> **Problem description**
Copy the line with "Right hand at" and all lines following it through the last line of the entries, exactly as written.

(Collection entries)
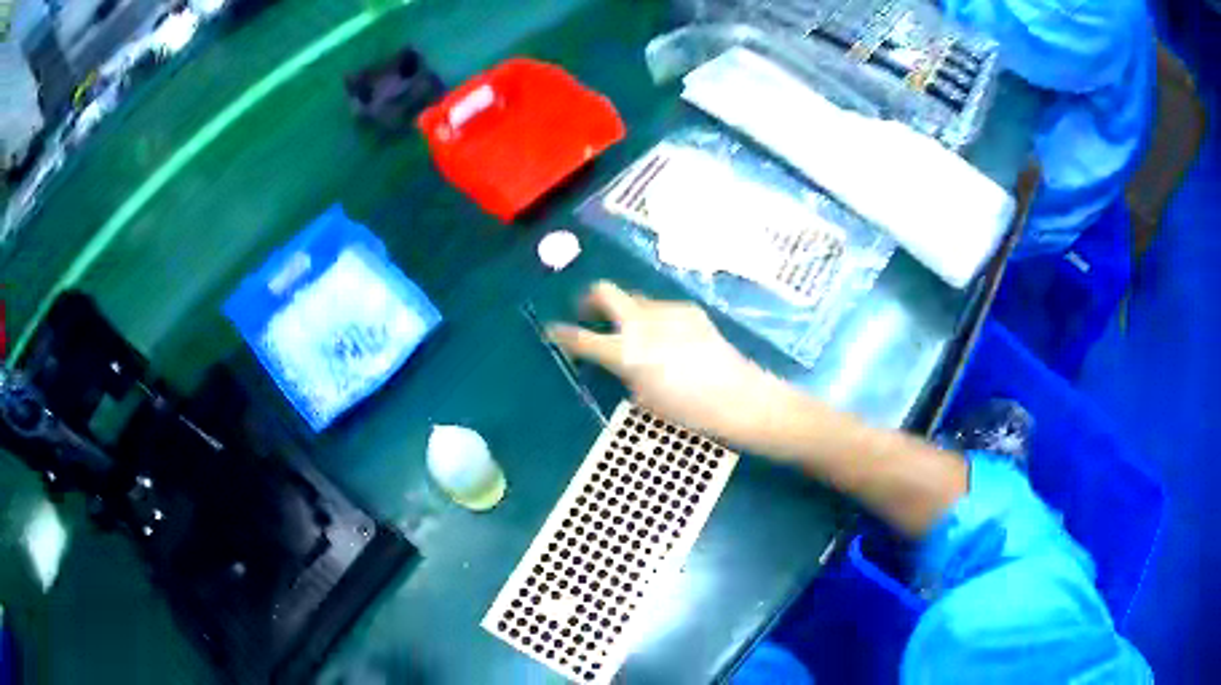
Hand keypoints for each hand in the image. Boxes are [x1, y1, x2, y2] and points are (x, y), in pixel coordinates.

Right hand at [547, 281, 773, 440]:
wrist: (735, 395)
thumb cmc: (687, 409)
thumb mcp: (644, 398)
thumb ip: (624, 371)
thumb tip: (618, 358)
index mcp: (626, 353)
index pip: (582, 338)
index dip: (562, 334)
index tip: (553, 330)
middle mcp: (641, 323)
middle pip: (605, 291)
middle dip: (589, 298)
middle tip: (587, 311)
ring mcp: (667, 312)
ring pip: (635, 299)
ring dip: (626, 311)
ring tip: (634, 331)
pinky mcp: (688, 310)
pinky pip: (661, 308)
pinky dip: (654, 318)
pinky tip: (668, 337)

> **Task output**
Right hand at [547, 281, 773, 440]:
wrist: (735, 395)
thumb cmc: (687, 409)
thumb mcp: (644, 398)
thumb ip: (624, 371)
thumb tip: (618, 358)
index mcp: (626, 353)
index pip: (582, 338)
index dip: (562, 334)
index tip: (553, 330)
middle mcp: (641, 323)
middle pip: (605, 291)
middle dip: (589, 298)
middle tip: (587, 311)
ring mcp: (667, 312)
ring pip: (635, 299)
ring dip: (626, 311)
ring tip: (634, 331)
pinky mcp: (688, 310)
pinky pip: (661, 308)
pinky dip: (654, 318)
pinky tip: (668, 337)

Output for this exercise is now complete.